*** Opening of Information ***

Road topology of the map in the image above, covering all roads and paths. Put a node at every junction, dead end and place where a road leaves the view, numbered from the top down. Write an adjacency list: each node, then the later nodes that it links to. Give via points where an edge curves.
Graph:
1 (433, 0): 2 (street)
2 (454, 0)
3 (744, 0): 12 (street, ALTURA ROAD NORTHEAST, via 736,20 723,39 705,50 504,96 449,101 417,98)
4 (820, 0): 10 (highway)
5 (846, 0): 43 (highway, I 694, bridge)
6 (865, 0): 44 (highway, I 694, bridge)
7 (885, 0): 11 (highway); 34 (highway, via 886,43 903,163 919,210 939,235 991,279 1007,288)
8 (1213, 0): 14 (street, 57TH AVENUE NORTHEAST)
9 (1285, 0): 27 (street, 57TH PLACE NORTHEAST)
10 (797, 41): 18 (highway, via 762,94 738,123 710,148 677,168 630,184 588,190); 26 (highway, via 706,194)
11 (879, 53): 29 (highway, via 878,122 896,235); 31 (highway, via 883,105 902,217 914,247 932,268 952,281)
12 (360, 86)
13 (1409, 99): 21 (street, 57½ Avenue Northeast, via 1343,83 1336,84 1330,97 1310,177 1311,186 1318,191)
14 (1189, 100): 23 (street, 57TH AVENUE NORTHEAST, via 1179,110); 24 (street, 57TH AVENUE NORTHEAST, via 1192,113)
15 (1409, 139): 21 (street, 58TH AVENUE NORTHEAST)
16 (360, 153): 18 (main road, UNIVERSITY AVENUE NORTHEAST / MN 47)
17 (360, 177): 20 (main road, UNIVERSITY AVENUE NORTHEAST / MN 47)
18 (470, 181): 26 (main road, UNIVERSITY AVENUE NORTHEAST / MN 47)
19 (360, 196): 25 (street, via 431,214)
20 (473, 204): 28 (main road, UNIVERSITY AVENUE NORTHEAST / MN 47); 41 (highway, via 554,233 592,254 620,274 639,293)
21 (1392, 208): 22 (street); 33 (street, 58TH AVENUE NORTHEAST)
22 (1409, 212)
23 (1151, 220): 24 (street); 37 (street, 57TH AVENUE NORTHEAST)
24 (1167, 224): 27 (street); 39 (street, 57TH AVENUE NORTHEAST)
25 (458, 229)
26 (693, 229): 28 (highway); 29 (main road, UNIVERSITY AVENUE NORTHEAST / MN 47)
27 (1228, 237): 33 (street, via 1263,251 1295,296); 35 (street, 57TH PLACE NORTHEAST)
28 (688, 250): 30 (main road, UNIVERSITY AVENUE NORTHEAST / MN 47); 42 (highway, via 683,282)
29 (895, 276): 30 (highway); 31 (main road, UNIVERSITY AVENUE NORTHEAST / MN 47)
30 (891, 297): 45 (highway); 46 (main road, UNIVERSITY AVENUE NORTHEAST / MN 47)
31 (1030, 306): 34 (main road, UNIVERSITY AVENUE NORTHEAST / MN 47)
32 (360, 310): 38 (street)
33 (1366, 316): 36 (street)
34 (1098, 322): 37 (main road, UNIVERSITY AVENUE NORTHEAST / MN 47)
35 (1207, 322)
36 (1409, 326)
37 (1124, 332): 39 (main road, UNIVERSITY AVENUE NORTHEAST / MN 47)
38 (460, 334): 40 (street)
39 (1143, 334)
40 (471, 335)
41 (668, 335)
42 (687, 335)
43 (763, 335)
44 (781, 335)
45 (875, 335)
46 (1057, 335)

*** Close of Information ***

Each line of the listing that includes the word "bridge" should be copied out.

**Answer box**
5 (846, 0): 43 (highway, I 694, bridge)
6 (865, 0): 44 (highway, I 694, bridge)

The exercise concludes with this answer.